伊勢湾台風 被害から60年、防災意識して 伊勢で企画展 三重

【伊勢湾台風の被害記録写真などが並ぶ会場=伊勢市楠部町の四郷地区コミュニティセンターで】

【伊勢】三重県伊勢市楠部町の四郷地区コミュニティセンターで、企画展「伊勢湾台風から60年」が開かれている。この地方にも大きな被害をもたらした昭和34年の大災害から60年の節目に合わせ、市内外の被害を伝える写真や住民の体験談を展示している。8月末まで。

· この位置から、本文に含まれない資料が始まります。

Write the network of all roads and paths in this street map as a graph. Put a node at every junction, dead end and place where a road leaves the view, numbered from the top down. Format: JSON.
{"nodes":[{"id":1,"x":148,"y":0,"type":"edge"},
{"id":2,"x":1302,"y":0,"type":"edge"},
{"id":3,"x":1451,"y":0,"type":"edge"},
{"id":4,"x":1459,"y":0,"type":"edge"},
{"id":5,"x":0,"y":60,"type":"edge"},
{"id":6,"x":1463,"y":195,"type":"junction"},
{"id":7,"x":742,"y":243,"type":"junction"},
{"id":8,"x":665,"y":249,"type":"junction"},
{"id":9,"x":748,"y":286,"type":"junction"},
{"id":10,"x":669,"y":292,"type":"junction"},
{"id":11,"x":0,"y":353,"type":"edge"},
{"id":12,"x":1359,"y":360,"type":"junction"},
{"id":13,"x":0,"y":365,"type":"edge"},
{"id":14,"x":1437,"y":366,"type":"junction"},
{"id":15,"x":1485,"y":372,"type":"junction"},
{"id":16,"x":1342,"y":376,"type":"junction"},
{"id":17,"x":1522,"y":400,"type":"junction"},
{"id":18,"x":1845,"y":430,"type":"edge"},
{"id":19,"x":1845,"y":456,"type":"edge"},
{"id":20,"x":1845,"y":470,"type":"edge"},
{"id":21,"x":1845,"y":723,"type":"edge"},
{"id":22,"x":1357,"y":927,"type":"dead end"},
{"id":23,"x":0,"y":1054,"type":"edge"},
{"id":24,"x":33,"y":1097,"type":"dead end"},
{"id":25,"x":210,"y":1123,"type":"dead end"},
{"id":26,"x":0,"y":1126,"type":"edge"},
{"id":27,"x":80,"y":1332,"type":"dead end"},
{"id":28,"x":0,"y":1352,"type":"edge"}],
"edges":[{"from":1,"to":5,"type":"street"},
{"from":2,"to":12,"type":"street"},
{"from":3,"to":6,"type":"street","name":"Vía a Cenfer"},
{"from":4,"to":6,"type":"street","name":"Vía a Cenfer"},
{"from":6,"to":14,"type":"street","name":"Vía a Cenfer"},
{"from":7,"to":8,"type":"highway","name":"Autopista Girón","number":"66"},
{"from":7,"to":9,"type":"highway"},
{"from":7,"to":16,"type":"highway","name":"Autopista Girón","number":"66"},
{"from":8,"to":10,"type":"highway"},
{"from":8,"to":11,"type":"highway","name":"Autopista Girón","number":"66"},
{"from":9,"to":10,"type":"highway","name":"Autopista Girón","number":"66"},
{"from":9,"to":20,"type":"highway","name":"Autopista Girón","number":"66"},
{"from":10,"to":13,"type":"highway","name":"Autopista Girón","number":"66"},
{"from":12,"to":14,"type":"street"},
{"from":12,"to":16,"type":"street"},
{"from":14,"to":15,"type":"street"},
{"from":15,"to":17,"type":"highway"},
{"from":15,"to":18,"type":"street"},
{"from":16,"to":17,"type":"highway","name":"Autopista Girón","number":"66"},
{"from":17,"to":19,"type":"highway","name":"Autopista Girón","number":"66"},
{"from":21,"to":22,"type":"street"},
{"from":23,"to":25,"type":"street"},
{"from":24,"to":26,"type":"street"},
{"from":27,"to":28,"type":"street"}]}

四郷地区の住民組織が、節目を機に災害への意識を高めてもらおうと企画した。

大量の大木がなぎ倒された伊勢神宮、大破した伊勢高校の体育館や屋根のなくなった四郷中学校の講堂、被害の大きかった県北部などの写真10数点を展示。被害に関する資料や、地区住民による体験談も紹介した。伊勢湾に面する二見町で浸水被害にあった男性は、暴風と高潮の恐怖を「鉛の塊が家を押しつぶす感じ」とつづり、近くの母子が高潮で亡くなったと伝えている。

当時中学1年だった企画担当の上野尚さん(72)は「強風で雨戸が外れそうになり、畳をあてがって家族と押さえた。生きた心地がしなかった」と振り返り「当時を知る人が高齢化する中、体験を記録に残して減災、防災につなげたい」と話している。